Оказавшись в западне и еще толком не соображая, как все это могло случиться, но сознавая, что попала в чулан не случайно, Настенька опустилась на мягкий мешок, набитый шерстью, и осмотрелась. В чулане было сумрачно и душно. Из оконца сквозь мутное, старательно затканное паутиной стекло сочился свет… Из-за дверей послышался самодовольный, с нотками злорадства голос матери:
— Ну, что, доченька, доигралась? Посиди под замком, отдохни и одумайся. Может, тут, в чулане, ума тебе прибавится и не станешь ты родителей позорить, пойдешь в загс…
— Не пойду!
— Ишь какая прямая! Не гнется и не кланяется! Выпрямилась и стоит…
— И стою!.. Что за радость… Послушайте, мамо… Что за радость в том, что моя подружка Маруся расписалась, а Егор накинулся на нее, как зверюка, с кулаками?.. А Люська Петракова бросила мужа и убежала с другим на Сахалин? А как живут Нюра Пашкова и Ксения Голощекова? Разве это семейная жизнь? А ведь, они расписывались… И не говорите, мамо! У меня есть свои убежения!
— Выдумка твоя, вот что у тебя есть! Какие могут быть в замужестве убеждения? Людей постыдись, дурная твоя голова!
— Откройте, мамо!
— Дай матери слово — открою.
— Откройте! Поиздеваться захотели… Не мать вы, а инквизитор!
Не понимая, что означает слово «инквизитор», но думая, что это какое-то ругательство, Груня от обиды задыхалась. Ей тяжело было стоять, и она прислонилась широкой спиной к дверям. Отдышалась и снова начала донимать дочь укорами. Настенька умолкла и не отвечала. Сколько ни. обращалась к ней Груня, за дверью было так тихо, точно там никого и не было. Не в силах больше ни разговаривать, ни стоять, Груня, покачиваясь, как слепая, пошла в комнату. Упала на кровать и затряслась в плаче.

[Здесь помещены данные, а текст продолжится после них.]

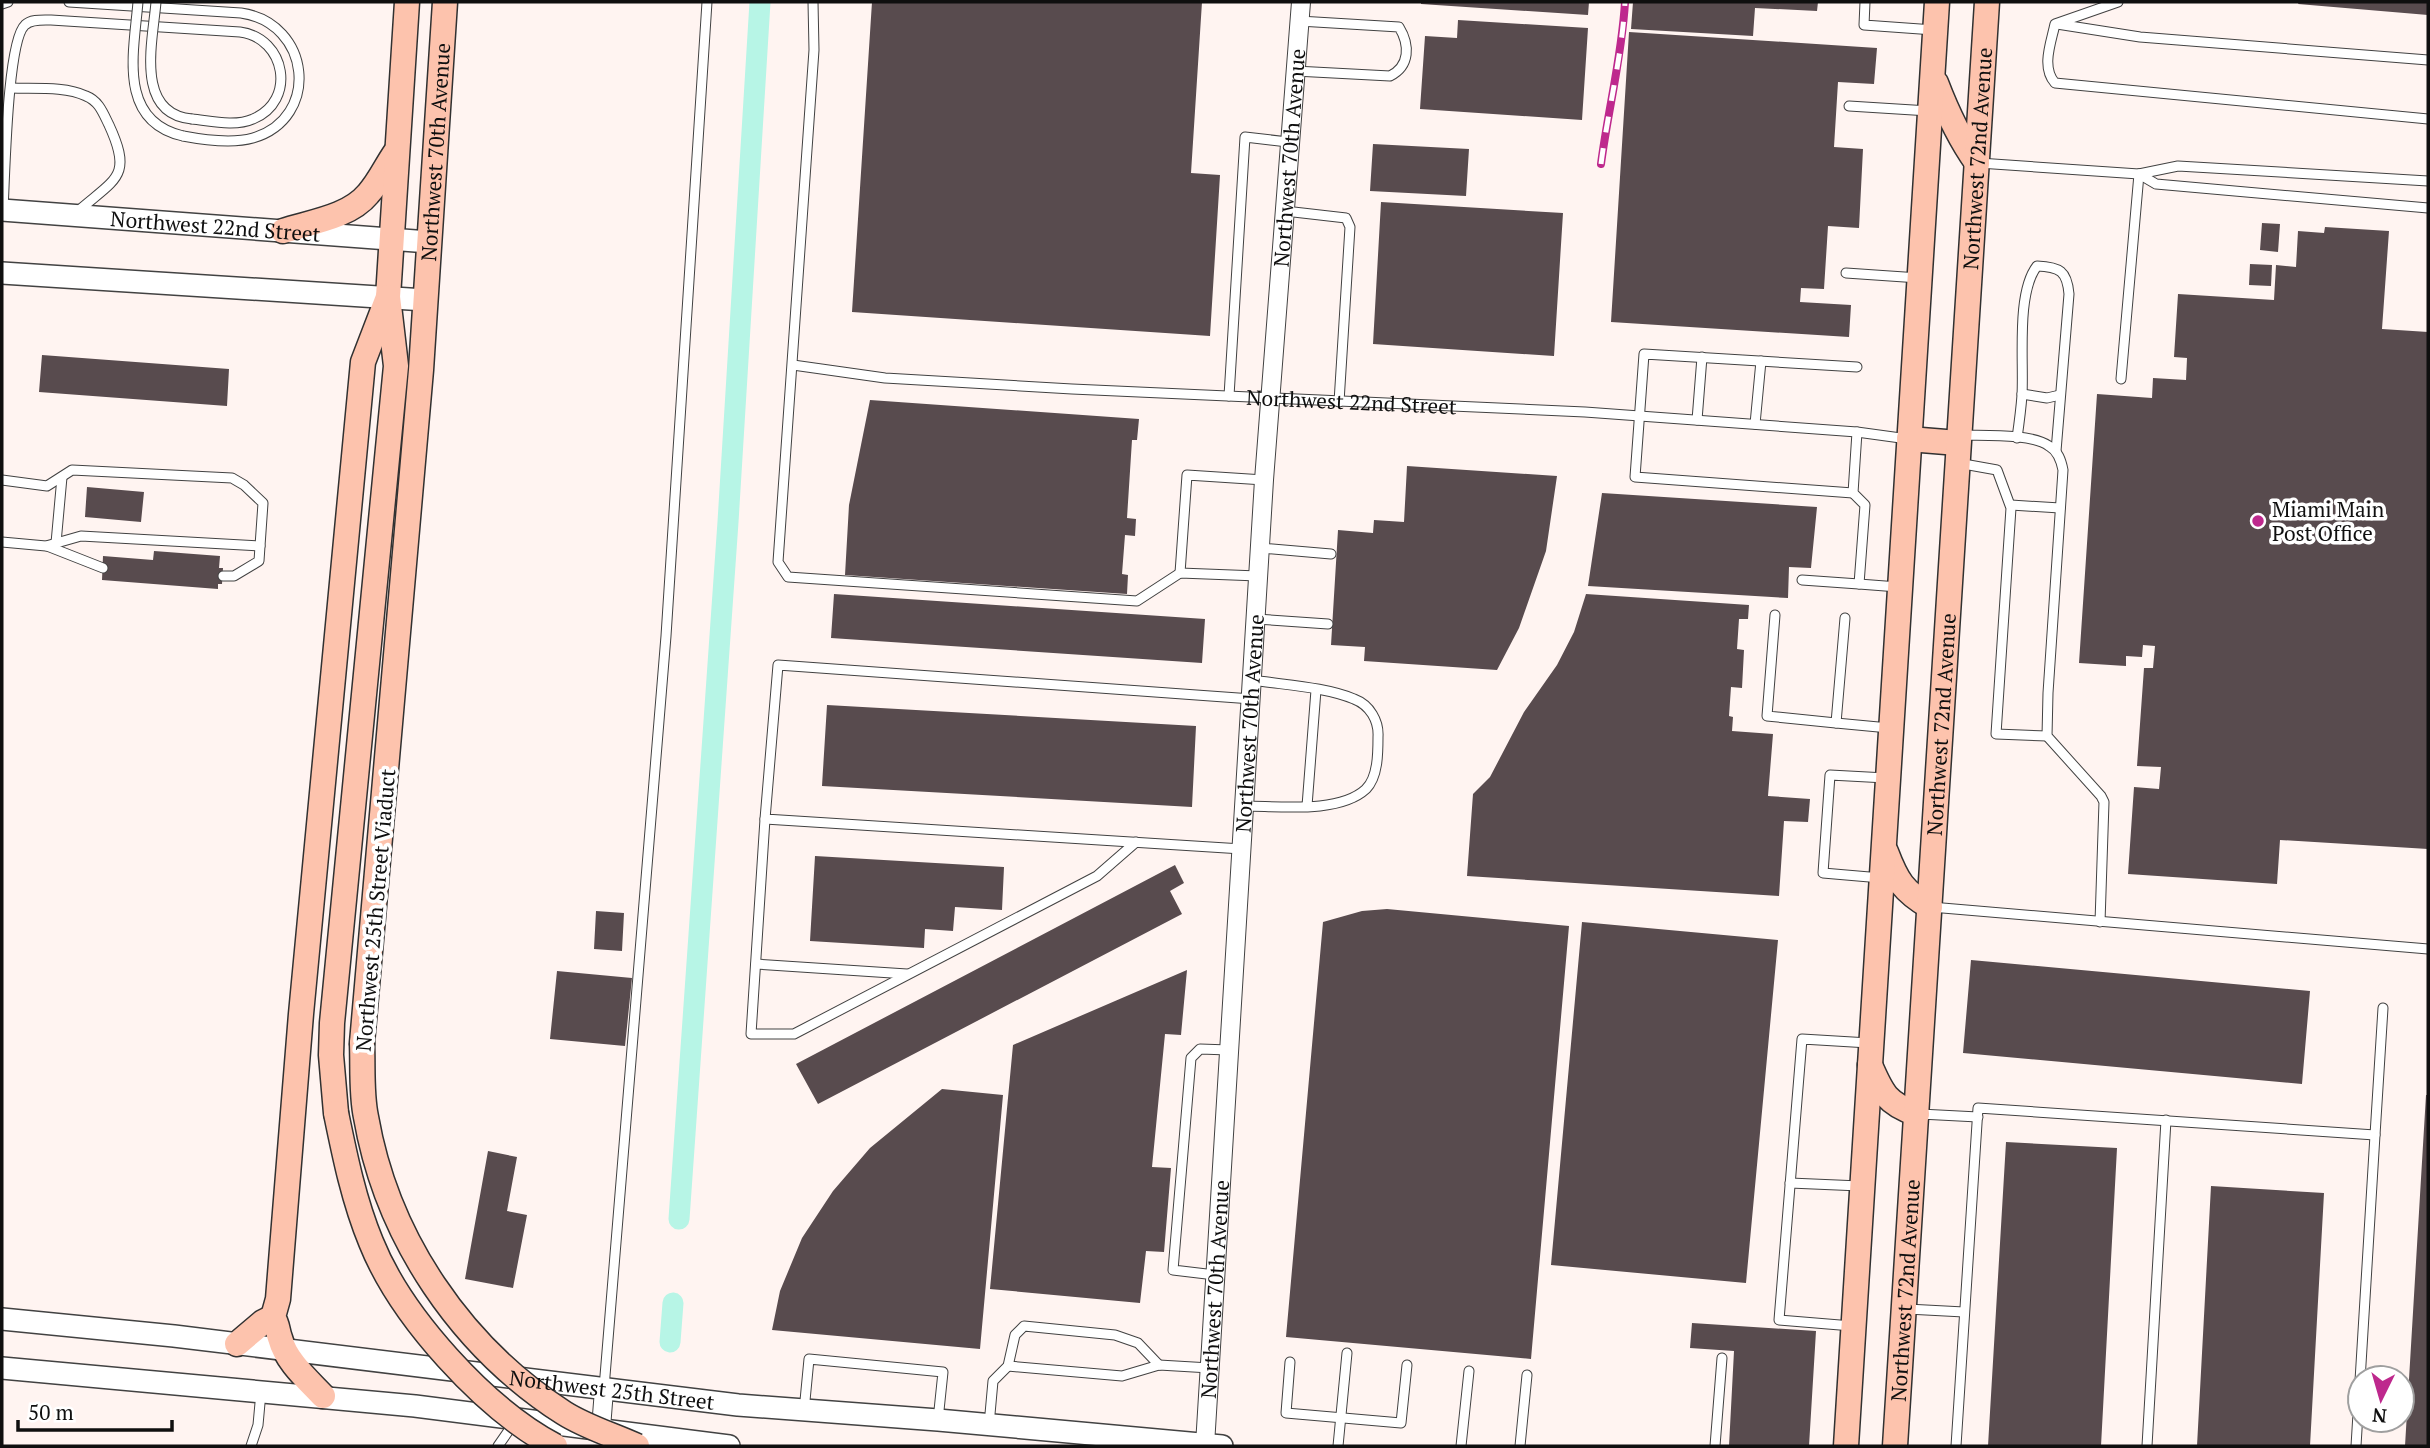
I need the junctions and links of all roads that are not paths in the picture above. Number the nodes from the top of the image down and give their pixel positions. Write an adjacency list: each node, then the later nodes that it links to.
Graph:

Прошло часа три, пока Груня отлежалась и успокоилась. Наплакалась вволю, намочила слезами подушку. И как только поднялась и в глубоком кармане юбки нащупала ключ от чулана, обидные слезы снова сдавили горло. Боязливо, нехотя подошла к чулану. Высвободила из-под косынки маленькое, с медной сережкой, хрящеватое ухо и приложила его к щелке, прислушалась. Удивительное дело: в чулане царили тишина и покой. «Наверно, с горя уснула моя разбойница, — думала Груня, не отрывая ухо от щелки. — Горе ты мое тяжкое… И в кого, скажи, такая самонравная уродилась?..»
— Анастасия! — ласковым голосом позвала она. — Слышишь, Анастасия! Давай с тобой мирно побалакаем…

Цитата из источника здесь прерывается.